I am a baby Christian when it comes to loving. I am just learning. So far were my daily thoughts from loving people that I have a lifelong vocation now before me in learning how to find Christ in every single person I meet. Again and again I fail because of temper and pride. I fail because it is so easy to judge someone else rather than love that person.

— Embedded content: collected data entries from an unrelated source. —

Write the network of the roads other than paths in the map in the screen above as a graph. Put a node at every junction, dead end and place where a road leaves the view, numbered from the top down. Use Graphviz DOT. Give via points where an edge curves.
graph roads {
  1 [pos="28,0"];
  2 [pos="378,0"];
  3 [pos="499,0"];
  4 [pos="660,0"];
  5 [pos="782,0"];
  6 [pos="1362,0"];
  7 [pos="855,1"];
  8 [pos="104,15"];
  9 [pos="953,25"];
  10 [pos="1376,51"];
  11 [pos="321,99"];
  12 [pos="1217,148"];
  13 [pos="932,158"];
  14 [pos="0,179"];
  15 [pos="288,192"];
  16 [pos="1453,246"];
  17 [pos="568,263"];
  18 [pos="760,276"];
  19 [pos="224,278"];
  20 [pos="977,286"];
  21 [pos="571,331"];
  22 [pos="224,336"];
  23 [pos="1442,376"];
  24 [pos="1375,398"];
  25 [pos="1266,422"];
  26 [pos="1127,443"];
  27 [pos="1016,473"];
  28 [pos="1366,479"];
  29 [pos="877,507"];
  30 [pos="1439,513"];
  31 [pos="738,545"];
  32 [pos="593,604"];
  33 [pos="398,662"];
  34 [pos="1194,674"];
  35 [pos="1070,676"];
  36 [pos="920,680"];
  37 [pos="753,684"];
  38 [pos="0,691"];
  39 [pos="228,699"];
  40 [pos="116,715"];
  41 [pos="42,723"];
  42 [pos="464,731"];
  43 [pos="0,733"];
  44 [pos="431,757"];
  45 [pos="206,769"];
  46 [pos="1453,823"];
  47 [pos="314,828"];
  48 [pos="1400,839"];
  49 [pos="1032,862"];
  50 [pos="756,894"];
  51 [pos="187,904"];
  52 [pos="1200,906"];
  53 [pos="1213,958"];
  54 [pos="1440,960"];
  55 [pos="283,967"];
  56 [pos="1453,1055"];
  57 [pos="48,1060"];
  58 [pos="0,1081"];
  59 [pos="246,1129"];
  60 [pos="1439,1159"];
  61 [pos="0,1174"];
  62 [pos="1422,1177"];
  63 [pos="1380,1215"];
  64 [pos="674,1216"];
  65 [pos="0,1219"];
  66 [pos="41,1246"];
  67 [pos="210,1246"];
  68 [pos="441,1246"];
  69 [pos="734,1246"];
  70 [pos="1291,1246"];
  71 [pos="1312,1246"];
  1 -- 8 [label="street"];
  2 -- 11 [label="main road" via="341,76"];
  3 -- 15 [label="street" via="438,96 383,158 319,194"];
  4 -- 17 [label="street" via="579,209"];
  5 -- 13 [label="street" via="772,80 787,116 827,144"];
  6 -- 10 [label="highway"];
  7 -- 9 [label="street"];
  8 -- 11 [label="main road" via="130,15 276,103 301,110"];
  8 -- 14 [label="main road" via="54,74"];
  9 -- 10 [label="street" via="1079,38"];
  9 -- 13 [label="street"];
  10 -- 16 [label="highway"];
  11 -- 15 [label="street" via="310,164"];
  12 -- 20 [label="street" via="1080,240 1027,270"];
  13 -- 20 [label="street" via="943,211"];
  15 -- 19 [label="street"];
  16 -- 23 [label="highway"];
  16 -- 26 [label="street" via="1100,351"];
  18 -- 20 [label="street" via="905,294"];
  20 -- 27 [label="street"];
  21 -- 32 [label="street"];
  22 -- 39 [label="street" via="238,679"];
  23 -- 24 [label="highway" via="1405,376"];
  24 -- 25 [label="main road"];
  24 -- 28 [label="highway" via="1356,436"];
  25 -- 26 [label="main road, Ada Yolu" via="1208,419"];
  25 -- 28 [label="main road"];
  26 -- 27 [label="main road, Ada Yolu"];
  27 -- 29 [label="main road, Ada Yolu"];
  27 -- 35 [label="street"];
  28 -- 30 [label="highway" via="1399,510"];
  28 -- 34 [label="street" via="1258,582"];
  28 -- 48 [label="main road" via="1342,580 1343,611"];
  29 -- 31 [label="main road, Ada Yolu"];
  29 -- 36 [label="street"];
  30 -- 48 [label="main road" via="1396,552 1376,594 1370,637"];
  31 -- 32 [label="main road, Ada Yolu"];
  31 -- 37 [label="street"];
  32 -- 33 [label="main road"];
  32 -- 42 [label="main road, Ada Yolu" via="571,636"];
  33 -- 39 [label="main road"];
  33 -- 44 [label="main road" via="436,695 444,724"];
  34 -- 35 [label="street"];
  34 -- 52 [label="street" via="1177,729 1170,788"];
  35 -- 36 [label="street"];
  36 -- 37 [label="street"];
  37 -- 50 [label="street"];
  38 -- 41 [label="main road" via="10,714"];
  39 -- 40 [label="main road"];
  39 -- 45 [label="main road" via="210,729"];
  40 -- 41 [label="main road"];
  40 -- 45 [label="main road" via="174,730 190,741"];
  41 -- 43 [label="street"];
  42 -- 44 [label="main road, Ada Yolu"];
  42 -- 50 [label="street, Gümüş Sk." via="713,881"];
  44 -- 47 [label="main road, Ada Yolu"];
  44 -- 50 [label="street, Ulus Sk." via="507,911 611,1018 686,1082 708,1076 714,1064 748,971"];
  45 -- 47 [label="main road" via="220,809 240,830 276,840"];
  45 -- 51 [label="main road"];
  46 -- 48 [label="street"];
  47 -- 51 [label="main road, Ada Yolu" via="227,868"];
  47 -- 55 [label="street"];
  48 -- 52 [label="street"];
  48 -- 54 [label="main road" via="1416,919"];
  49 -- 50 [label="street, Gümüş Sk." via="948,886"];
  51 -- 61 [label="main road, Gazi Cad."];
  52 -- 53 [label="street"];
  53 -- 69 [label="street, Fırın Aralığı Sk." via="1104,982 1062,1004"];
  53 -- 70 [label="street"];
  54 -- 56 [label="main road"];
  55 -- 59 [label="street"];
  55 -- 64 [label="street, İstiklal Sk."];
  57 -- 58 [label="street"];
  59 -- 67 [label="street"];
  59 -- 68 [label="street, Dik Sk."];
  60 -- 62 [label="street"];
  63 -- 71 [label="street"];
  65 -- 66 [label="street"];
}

Perhaps it is my bias as a member of a denomination that puts a lot of emphasis on the work of the Holy Spirit, that the thing that Ms. Rice is missing, at least in this writing, is the help available in the person of the Holy Spirit, and the presence of God in one's life. Paul wrote in Philippians, " I do all things in Christ who strengthens me." Any loving that I do (me, the observer) is all through the power of the Holy Spirit. Without the Holy Spirit's help, I have no hope of loving the enemy or the neighbor. I have no hope of not extending the middle finger to the inconsiderate driver. I have no hope of loving those I encounter in my work who are manipulative, unpleasant and angry. Only through the Power of God can I be like Christ as I move through this world. But it starts with an open, humble attitude, the open humble attitude that these excerpts model.